Data section: Begin
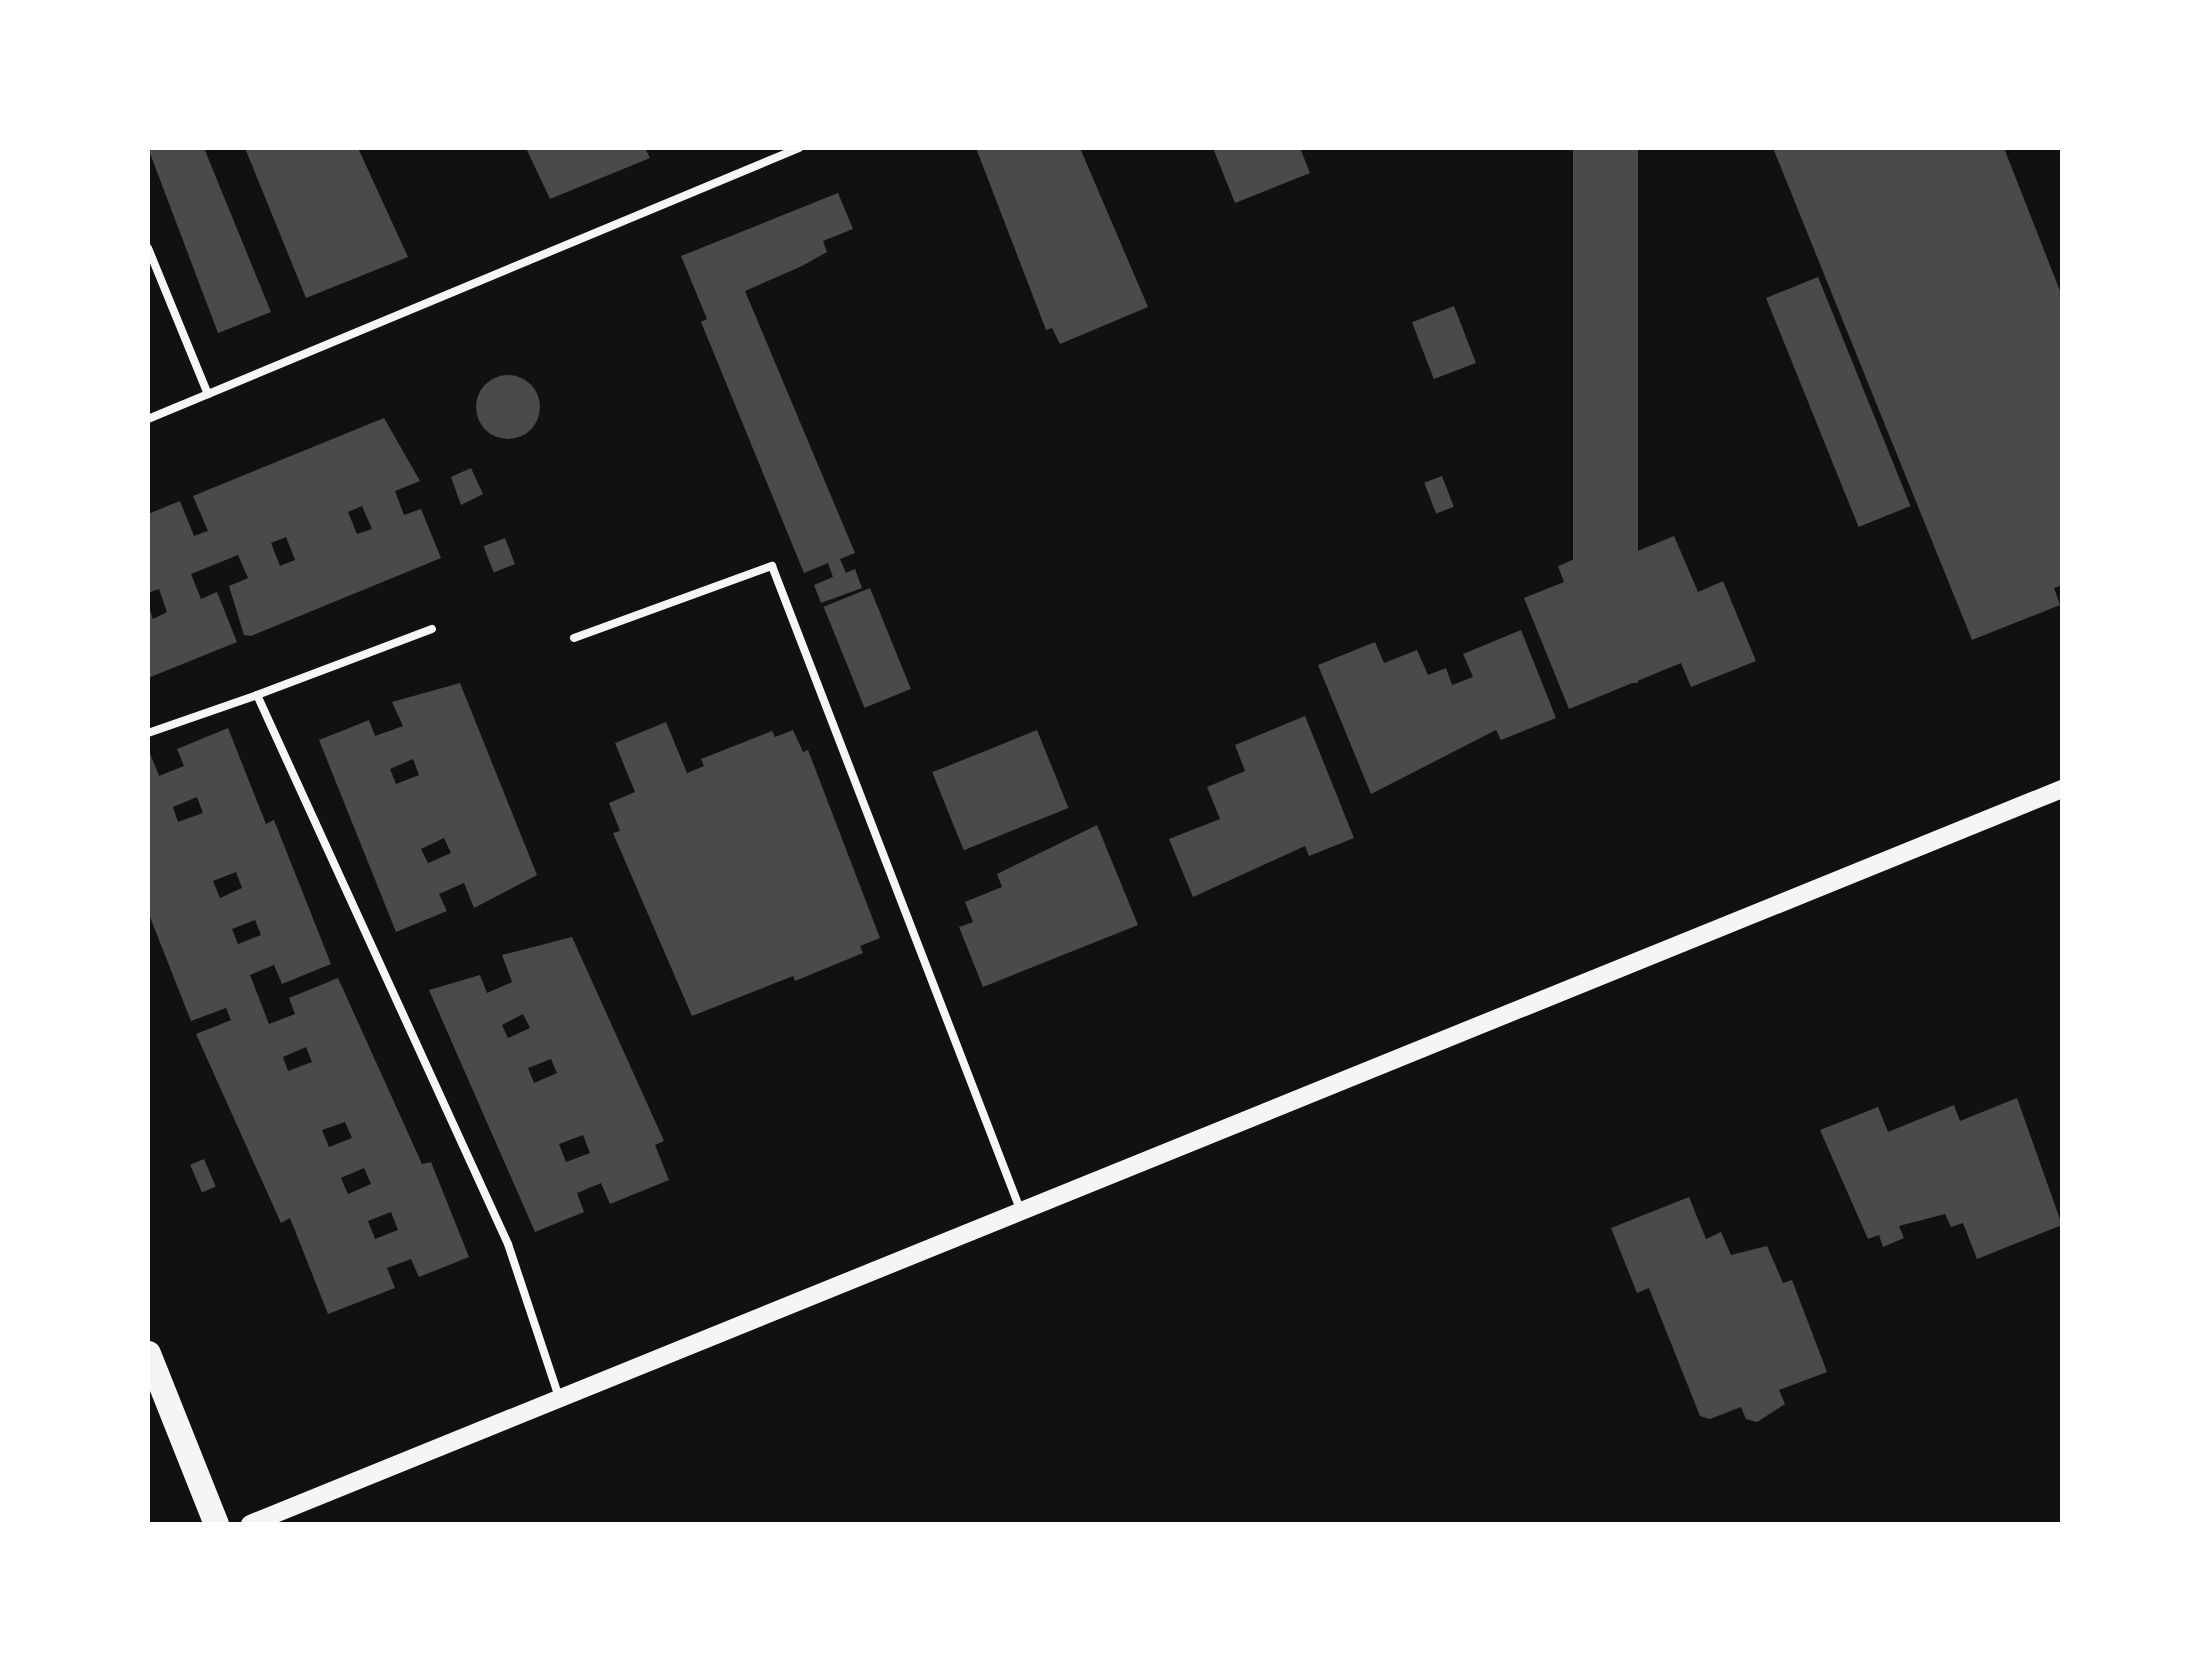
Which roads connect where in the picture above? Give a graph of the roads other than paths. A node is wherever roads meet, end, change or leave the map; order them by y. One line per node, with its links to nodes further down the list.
Data section: End
Data section: Begin
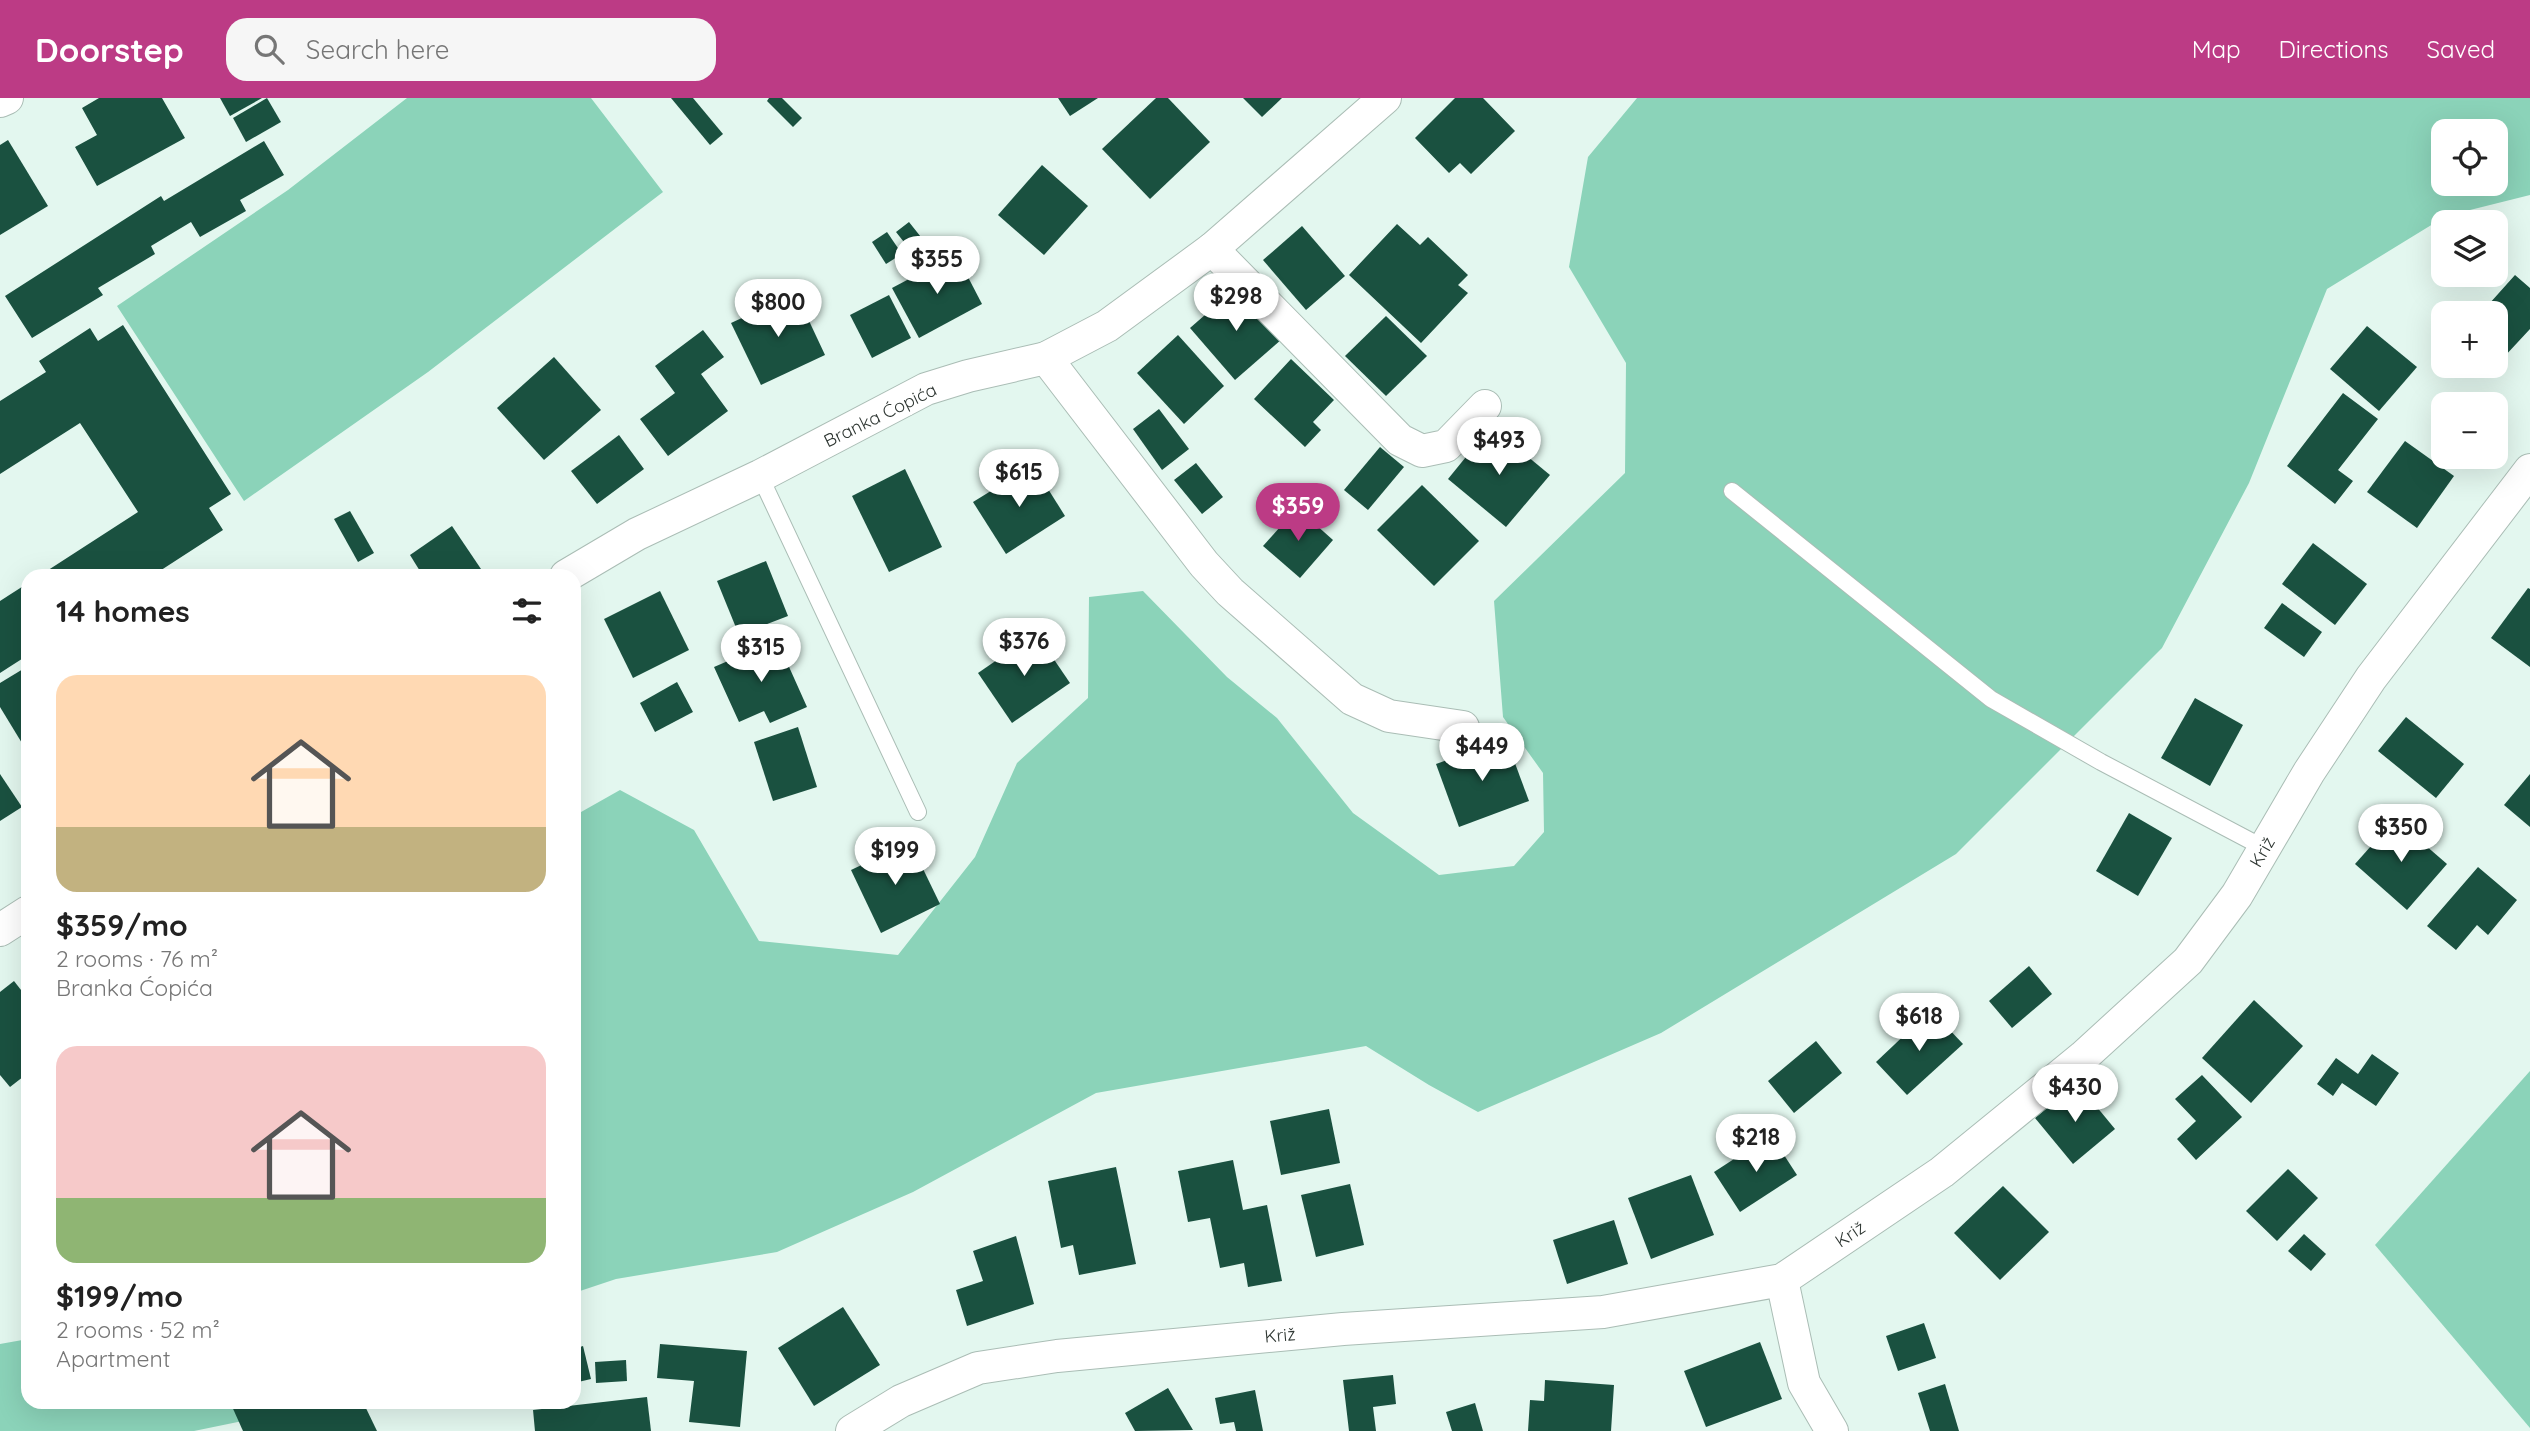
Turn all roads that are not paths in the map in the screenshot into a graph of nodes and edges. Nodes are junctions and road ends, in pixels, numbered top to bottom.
Data section: End
Data section: Begin
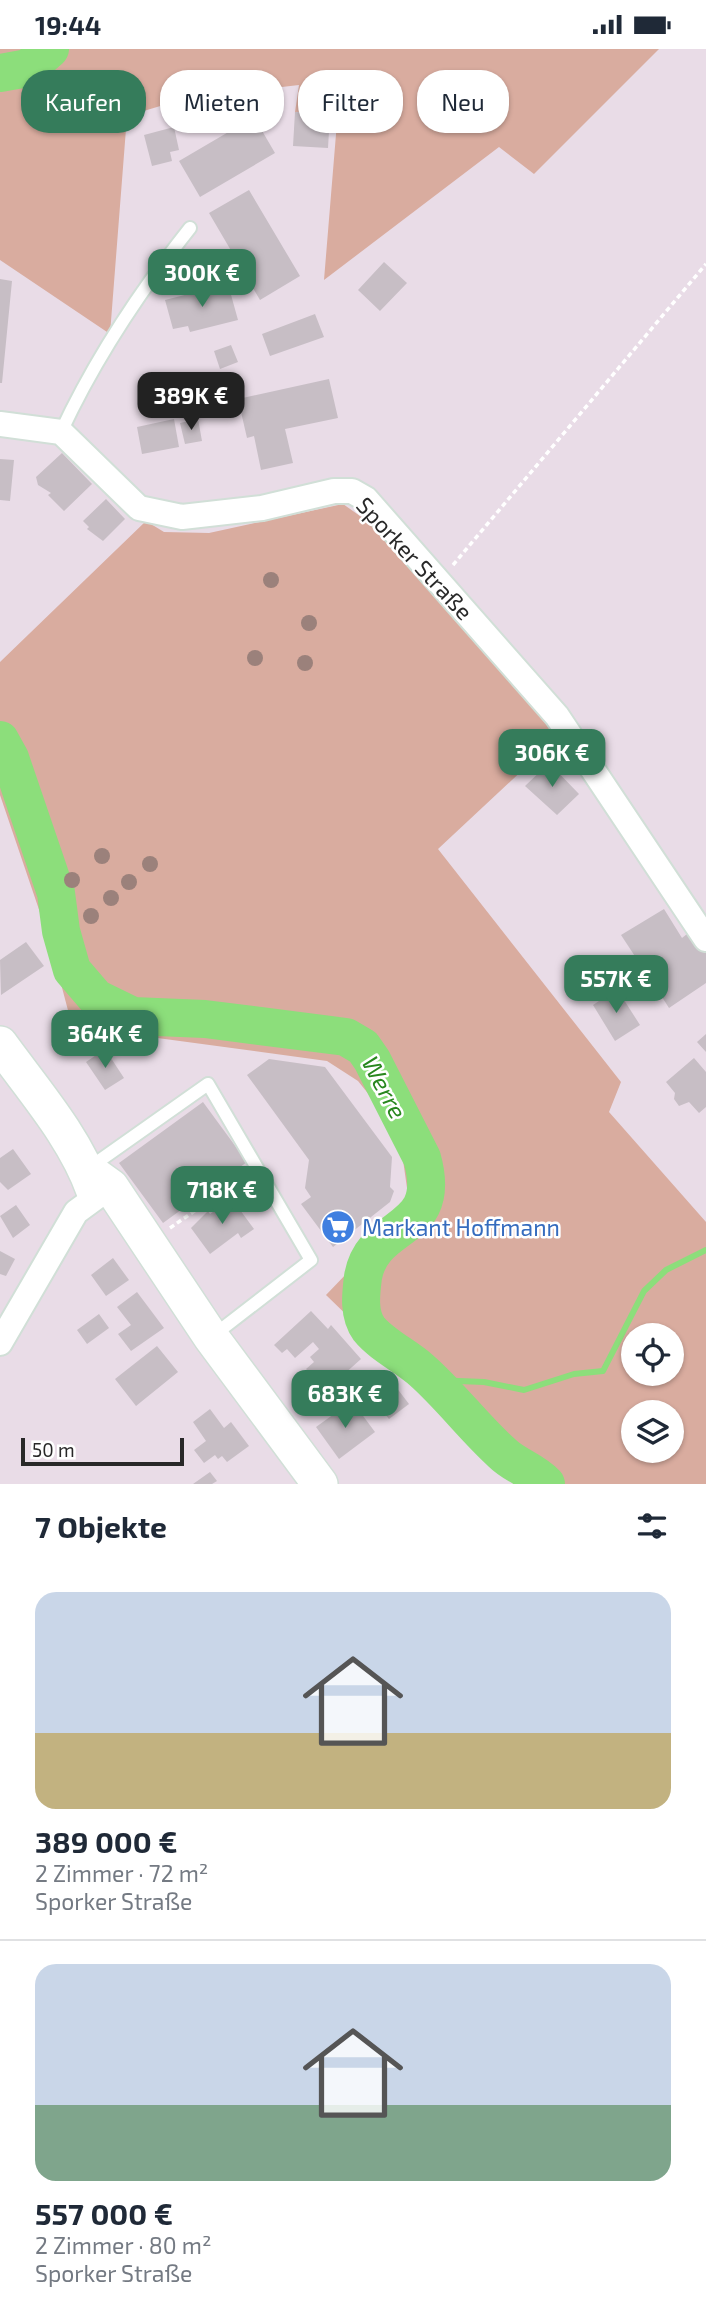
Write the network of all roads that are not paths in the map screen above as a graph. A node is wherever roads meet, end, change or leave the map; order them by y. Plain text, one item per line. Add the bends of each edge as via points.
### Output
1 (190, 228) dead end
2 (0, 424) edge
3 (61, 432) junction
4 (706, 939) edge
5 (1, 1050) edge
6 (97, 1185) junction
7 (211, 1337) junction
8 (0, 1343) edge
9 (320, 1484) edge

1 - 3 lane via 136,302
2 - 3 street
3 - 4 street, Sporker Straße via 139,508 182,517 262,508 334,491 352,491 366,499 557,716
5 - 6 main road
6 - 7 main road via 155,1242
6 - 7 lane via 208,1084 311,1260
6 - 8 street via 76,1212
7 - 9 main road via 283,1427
Data section: End
Activity: In the entries above, find each line that has the word "nodes". Copy it.

Solution to this problem:
Which roads connect where in the picture above? Give a graph of the roads other than paths. A node is wherever roads meet, end, change or leave the map; order them by y. One line per node, with its links to nodes further down the list.
Turn all roads that are not paths in the map in the screenshot into a graph of nodes and edges. Nodes are junctions and road ends, in pixels, numbered top to bottom.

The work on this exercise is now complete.